Witch doctors converted, demons cast out, cripples healed. It’s a crazy life in Burundi, one which can be dangerous – but God calls us to live by faith, not fear, wherever we are. Simon Guillebaud left a marketing job in Woking nineteen years ago and now lives with his wife and three children in this small East African country.
He comes from a missionary background, living in Algeria and France as a child and spending six months in the Red Light District of Hamburg. Having attended a top private school, he was “on the conveyor belt to success and affluence.” After a friend told Simon that God wanted him to serve in Burundi, he went back to work, sat in front of his computer and asked God for clarity. Then the phone rang, and the guy on the other side asked, “Do you know anyone who wants to go to Burundi?”
Only the size of Wales, Burundi is the “Poorest country in the world, hungriest country of the world, and has the highest rate of malnutrition.” There’s been a failed attempt to overthrow the current regime but Simon sees light shine brightest in the darkest places. The most amazing people he’s met have been Burundians, clinging on to hope despite very grim circumstances. He’s seen Burundi children go to the Street Kids Olympic World Cup in Brazil and come back with 6 medals. He’s seen the construction of three orphanages and medical units and five schools. He’s seen about 100,000 people come to Jesus, including whole villages and Batwa pygmies. His ministry has also been involved in the country at large, with the building of the king’s conference center, providing jobs, and serving in Jesus’ name.
Simon also organizes an annual sponsor cycle ride in Rwanda (if interested, contact him). This fundraiser for his ministry is 7 days of cycling in gorgeous terrain, 49,000 ft in elevation, and 780 km. His children attend a French-speaking school and have a strangely normal life, playing tennis and taking dance classes. They’re in a rather dangerous place but Simon says, it is a “very tight-knit community and I’d rather bring my kids up here than in the confused culture of the Western worldview.”
He and his family will leave Burundi this summer and travel for a year through thirty-three countries as he preaches. They’ll be flying the Burundi flag but because of high schooling, they’ll then return to Bath.
For those interested in the lifestyle of missions, he suggests going to serve on a trip, pray for the world, and read loads about missions and culture. A few key texts include When Helping Hurts, African Friends and Money Matters, and Operation World. Consider getting in touch with Simon’s ministry if you would like to participate in a short-term trip.

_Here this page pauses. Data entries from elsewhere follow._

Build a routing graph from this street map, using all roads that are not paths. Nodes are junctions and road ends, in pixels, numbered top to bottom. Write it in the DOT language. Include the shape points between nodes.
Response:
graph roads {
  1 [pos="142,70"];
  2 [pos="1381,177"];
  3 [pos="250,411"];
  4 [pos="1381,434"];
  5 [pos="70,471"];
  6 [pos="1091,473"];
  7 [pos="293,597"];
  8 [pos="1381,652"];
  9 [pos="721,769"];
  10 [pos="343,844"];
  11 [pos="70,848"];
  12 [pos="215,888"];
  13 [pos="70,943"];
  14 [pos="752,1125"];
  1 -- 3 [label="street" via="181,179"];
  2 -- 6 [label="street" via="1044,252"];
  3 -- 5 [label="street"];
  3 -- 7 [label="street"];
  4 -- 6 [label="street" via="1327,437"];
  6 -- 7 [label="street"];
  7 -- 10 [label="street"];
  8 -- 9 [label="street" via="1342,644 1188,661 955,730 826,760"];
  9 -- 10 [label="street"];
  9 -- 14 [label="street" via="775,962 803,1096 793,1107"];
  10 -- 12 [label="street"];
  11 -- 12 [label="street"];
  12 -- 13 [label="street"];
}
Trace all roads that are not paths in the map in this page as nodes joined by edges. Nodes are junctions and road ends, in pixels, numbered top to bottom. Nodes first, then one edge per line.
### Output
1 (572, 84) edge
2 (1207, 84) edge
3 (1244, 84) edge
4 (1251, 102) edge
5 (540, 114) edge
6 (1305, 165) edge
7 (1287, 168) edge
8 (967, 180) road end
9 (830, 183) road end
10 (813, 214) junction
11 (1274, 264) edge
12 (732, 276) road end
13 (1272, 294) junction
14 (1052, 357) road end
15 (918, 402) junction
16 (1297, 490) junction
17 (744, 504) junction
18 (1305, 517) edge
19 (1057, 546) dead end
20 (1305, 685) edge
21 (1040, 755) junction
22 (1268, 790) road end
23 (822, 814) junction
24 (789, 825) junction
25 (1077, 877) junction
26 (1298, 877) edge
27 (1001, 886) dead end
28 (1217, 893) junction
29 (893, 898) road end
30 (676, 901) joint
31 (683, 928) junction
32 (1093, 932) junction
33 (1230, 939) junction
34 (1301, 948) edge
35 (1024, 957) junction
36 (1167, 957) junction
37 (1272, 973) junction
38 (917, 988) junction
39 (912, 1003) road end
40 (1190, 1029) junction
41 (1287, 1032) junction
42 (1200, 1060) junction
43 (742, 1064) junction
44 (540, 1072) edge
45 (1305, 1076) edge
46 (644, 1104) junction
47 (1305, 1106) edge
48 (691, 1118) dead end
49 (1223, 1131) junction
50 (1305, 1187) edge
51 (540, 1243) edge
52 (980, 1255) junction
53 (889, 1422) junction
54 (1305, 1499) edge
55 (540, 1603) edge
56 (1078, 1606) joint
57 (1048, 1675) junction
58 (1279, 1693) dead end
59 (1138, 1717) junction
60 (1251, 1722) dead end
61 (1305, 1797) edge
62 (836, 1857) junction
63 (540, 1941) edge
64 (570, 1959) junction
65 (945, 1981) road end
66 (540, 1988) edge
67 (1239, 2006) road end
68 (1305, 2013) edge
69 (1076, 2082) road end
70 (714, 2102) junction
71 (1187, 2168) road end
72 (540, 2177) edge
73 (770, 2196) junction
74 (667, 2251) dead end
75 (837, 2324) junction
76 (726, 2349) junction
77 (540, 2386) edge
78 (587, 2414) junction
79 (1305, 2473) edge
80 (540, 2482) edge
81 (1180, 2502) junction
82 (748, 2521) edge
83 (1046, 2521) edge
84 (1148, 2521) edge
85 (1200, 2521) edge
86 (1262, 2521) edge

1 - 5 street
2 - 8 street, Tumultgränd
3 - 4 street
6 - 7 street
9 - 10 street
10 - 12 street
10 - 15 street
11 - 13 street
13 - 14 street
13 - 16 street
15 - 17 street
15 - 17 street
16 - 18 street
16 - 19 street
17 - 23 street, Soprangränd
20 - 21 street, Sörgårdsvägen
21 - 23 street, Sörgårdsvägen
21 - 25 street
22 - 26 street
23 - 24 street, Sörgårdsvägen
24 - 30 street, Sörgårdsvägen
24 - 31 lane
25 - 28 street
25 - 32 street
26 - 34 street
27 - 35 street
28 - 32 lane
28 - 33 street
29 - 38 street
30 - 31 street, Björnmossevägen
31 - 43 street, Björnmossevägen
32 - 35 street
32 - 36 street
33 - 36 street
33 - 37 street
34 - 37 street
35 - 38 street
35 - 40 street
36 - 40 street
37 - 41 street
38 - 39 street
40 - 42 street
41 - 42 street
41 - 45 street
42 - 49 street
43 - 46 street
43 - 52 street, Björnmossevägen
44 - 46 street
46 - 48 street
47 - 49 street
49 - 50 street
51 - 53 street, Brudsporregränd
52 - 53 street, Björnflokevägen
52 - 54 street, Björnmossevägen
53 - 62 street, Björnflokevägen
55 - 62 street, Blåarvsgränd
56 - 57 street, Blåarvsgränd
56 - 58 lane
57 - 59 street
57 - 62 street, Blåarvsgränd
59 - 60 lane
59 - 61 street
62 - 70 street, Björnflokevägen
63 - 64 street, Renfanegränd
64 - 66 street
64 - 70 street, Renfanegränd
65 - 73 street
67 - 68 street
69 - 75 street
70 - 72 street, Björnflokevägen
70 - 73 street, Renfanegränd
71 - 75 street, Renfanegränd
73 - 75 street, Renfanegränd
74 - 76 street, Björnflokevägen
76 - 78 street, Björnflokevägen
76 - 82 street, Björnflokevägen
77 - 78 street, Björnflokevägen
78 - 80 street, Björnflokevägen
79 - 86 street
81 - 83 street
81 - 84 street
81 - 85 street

He shares, “God is an incredible provider, worthy of utter trust when things are falling apart, he calls us to live by faith and not fear. Most people are passively and unknowingly living by fear.” Knowing how transitory life can be, Simon refuses to waste the present moment. He shares, “We’ve gone back 20 years in terms of development in Burundi because of the crisis in 2015, which is honestly very depressing. So please pray for lasting peace, justice, rain, security, and for unity of the Church – which is the hope of the world!”